Below are some records; return all of them exactly as they are.

• _GIVEN DATA_

★ ★ ★ ★ ★ ★ ★

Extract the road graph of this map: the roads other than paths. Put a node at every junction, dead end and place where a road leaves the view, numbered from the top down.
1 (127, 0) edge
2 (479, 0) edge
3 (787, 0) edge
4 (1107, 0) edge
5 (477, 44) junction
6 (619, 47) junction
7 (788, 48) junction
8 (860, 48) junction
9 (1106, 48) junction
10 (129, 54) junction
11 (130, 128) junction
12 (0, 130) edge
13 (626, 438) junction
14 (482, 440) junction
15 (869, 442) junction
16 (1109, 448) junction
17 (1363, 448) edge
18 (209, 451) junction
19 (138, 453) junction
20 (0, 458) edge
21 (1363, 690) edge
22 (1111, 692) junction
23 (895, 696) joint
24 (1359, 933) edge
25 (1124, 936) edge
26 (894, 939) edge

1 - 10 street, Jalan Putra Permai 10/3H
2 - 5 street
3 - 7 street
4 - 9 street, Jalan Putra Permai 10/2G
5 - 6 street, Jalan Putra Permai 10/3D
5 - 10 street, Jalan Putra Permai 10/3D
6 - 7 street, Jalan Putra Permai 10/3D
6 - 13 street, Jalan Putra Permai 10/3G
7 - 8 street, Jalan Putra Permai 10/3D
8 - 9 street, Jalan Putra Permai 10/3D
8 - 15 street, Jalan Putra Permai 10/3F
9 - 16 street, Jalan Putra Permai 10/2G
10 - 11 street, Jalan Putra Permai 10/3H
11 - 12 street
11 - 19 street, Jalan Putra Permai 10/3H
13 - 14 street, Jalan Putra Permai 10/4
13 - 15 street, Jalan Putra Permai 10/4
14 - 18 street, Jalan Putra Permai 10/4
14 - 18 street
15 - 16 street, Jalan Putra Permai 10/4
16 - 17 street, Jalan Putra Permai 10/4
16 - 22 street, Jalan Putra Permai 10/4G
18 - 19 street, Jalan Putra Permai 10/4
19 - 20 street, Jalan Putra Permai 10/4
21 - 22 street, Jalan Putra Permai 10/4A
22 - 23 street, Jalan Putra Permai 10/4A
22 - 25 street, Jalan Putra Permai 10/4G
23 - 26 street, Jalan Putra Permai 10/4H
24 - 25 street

★ ★ ★ ★ ★ ★ ★

• _OUTPUT FOR THIS TASK_
Extract the road graph of this map: the roads other than paths. Put a node at every junction, dead end and place where a road leaves the view, numbered from the top down.
1 (127, 0) edge
2 (479, 0) edge
3 (787, 0) edge
4 (1107, 0) edge
5 (477, 44) junction
6 (619, 47) junction
7 (788, 48) junction
8 (860, 48) junction
9 (1106, 48) junction
10 (129, 54) junction
11 (130, 128) junction
12 (0, 130) edge
13 (626, 438) junction
14 (482, 440) junction
15 (869, 442) junction
16 (1109, 448) junction
17 (1363, 448) edge
18 (209, 451) junction
19 (138, 453) junction
20 (0, 458) edge
21 (1363, 690) edge
22 (1111, 692) junction
23 (895, 696) joint
24 (1359, 933) edge
25 (1124, 936) edge
26 (894, 939) edge

1 - 10 street, Jalan Putra Permai 10/3H
2 - 5 street
3 - 7 street
4 - 9 street, Jalan Putra Permai 10/2G
5 - 6 street, Jalan Putra Permai 10/3D
5 - 10 street, Jalan Putra Permai 10/3D
6 - 7 street, Jalan Putra Permai 10/3D
6 - 13 street, Jalan Putra Permai 10/3G
7 - 8 street, Jalan Putra Permai 10/3D
8 - 9 street, Jalan Putra Permai 10/3D
8 - 15 street, Jalan Putra Permai 10/3F
9 - 16 street, Jalan Putra Permai 10/2G
10 - 11 street, Jalan Putra Permai 10/3H
11 - 12 street
11 - 19 street, Jalan Putra Permai 10/3H
13 - 14 street, Jalan Putra Permai 10/4
13 - 15 street, Jalan Putra Permai 10/4
14 - 18 street, Jalan Putra Permai 10/4
14 - 18 street
15 - 16 street, Jalan Putra Permai 10/4
16 - 17 street, Jalan Putra Permai 10/4
16 - 22 street, Jalan Putra Permai 10/4G
18 - 19 street, Jalan Putra Permai 10/4
19 - 20 street, Jalan Putra Permai 10/4
21 - 22 street, Jalan Putra Permai 10/4A
22 - 23 street, Jalan Putra Permai 10/4A
22 - 25 street, Jalan Putra Permai 10/4G
23 - 26 street, Jalan Putra Permai 10/4H
24 - 25 street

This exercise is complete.